**Task to carry out**
Output everything in the listing exactly.

--- START ---

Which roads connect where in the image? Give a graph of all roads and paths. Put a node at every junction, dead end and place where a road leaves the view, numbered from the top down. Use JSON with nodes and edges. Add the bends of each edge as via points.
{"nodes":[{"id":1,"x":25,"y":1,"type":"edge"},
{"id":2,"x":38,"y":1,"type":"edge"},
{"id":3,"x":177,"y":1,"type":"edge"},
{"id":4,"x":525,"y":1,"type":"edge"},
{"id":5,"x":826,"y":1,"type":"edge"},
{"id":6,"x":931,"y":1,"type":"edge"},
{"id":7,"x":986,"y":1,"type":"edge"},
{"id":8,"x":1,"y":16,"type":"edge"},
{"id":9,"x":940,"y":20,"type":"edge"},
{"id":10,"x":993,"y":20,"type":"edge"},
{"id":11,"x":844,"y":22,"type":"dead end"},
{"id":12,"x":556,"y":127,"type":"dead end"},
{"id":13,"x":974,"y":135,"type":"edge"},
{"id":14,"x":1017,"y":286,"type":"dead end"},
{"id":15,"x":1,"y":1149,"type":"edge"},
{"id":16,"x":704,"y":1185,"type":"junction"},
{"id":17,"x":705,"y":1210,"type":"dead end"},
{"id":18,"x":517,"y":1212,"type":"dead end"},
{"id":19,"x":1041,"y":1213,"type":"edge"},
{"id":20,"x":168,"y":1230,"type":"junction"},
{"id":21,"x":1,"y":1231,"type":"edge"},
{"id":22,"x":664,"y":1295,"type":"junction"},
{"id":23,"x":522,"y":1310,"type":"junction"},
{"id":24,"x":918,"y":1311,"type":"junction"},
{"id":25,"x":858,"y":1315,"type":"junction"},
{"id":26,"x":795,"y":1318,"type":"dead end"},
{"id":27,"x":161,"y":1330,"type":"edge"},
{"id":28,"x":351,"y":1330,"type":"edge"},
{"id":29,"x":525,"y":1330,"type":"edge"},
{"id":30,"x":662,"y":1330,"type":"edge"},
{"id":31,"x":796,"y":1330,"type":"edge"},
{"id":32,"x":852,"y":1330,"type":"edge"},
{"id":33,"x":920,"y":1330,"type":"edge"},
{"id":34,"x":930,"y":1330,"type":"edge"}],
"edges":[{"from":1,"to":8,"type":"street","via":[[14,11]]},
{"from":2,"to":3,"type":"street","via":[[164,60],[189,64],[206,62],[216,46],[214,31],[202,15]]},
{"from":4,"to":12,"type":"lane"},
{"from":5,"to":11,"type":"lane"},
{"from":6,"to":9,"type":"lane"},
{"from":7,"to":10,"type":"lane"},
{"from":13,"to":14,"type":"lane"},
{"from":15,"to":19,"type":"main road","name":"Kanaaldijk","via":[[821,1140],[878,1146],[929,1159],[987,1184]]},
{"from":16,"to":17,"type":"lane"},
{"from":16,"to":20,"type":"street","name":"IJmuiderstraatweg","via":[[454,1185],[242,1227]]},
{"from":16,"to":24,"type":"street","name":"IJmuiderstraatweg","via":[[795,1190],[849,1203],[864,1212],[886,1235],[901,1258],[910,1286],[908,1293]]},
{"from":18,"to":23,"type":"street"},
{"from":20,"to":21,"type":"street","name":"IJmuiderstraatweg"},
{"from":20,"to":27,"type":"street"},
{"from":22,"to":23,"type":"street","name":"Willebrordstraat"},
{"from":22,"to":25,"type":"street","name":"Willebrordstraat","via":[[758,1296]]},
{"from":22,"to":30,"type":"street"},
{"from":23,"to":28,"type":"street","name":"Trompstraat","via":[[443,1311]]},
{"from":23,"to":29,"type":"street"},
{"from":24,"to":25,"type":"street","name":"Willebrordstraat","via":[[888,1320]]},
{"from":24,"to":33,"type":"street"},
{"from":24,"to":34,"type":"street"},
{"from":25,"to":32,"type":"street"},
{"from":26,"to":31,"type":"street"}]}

--- END ---

**Answer to this exercise**
Which roads connect where in the image? Give a graph of all roads and paths. Put a node at every junction, dead end and place where a road leaves the view, numbered from the top down. Use JSON with nodes and edges. Add the bends of each edge as via points.
{"nodes":[{"id":1,"x":25,"y":1,"type":"edge"},
{"id":2,"x":38,"y":1,"type":"edge"},
{"id":3,"x":177,"y":1,"type":"edge"},
{"id":4,"x":525,"y":1,"type":"edge"},
{"id":5,"x":826,"y":1,"type":"edge"},
{"id":6,"x":931,"y":1,"type":"edge"},
{"id":7,"x":986,"y":1,"type":"edge"},
{"id":8,"x":1,"y":16,"type":"edge"},
{"id":9,"x":940,"y":20,"type":"edge"},
{"id":10,"x":993,"y":20,"type":"edge"},
{"id":11,"x":844,"y":22,"type":"dead end"},
{"id":12,"x":556,"y":127,"type":"dead end"},
{"id":13,"x":974,"y":135,"type":"edge"},
{"id":14,"x":1017,"y":286,"type":"dead end"},
{"id":15,"x":1,"y":1149,"type":"edge"},
{"id":16,"x":704,"y":1185,"type":"junction"},
{"id":17,"x":705,"y":1210,"type":"dead end"},
{"id":18,"x":517,"y":1212,"type":"dead end"},
{"id":19,"x":1041,"y":1213,"type":"edge"},
{"id":20,"x":168,"y":1230,"type":"junction"},
{"id":21,"x":1,"y":1231,"type":"edge"},
{"id":22,"x":664,"y":1295,"type":"junction"},
{"id":23,"x":522,"y":1310,"type":"junction"},
{"id":24,"x":918,"y":1311,"type":"junction"},
{"id":25,"x":858,"y":1315,"type":"junction"},
{"id":26,"x":795,"y":1318,"type":"dead end"},
{"id":27,"x":161,"y":1330,"type":"edge"},
{"id":28,"x":351,"y":1330,"type":"edge"},
{"id":29,"x":525,"y":1330,"type":"edge"},
{"id":30,"x":662,"y":1330,"type":"edge"},
{"id":31,"x":796,"y":1330,"type":"edge"},
{"id":32,"x":852,"y":1330,"type":"edge"},
{"id":33,"x":920,"y":1330,"type":"edge"},
{"id":34,"x":930,"y":1330,"type":"edge"}],
"edges":[{"from":1,"to":8,"type":"street","via":[[14,11]]},
{"from":2,"to":3,"type":"street","via":[[164,60],[189,64],[206,62],[216,46],[214,31],[202,15]]},
{"from":4,"to":12,"type":"lane"},
{"from":5,"to":11,"type":"lane"},
{"from":6,"to":9,"type":"lane"},
{"from":7,"to":10,"type":"lane"},
{"from":13,"to":14,"type":"lane"},
{"from":15,"to":19,"type":"main road","name":"Kanaaldijk","via":[[821,1140],[878,1146],[929,1159],[987,1184]]},
{"from":16,"to":17,"type":"lane"},
{"from":16,"to":20,"type":"street","name":"IJmuiderstraatweg","via":[[454,1185],[242,1227]]},
{"from":16,"to":24,"type":"street","name":"IJmuiderstraatweg","via":[[795,1190],[849,1203],[864,1212],[886,1235],[901,1258],[910,1286],[908,1293]]},
{"from":18,"to":23,"type":"street"},
{"from":20,"to":21,"type":"street","name":"IJmuiderstraatweg"},
{"from":20,"to":27,"type":"street"},
{"from":22,"to":23,"type":"street","name":"Willebrordstraat"},
{"from":22,"to":25,"type":"street","name":"Willebrordstraat","via":[[758,1296]]},
{"from":22,"to":30,"type":"street"},
{"from":23,"to":28,"type":"street","name":"Trompstraat","via":[[443,1311]]},
{"from":23,"to":29,"type":"street"},
{"from":24,"to":25,"type":"street","name":"Willebrordstraat","via":[[888,1320]]},
{"from":24,"to":33,"type":"street"},
{"from":24,"to":34,"type":"street"},
{"from":25,"to":32,"type":"street"},
{"from":26,"to":31,"type":"street"}]}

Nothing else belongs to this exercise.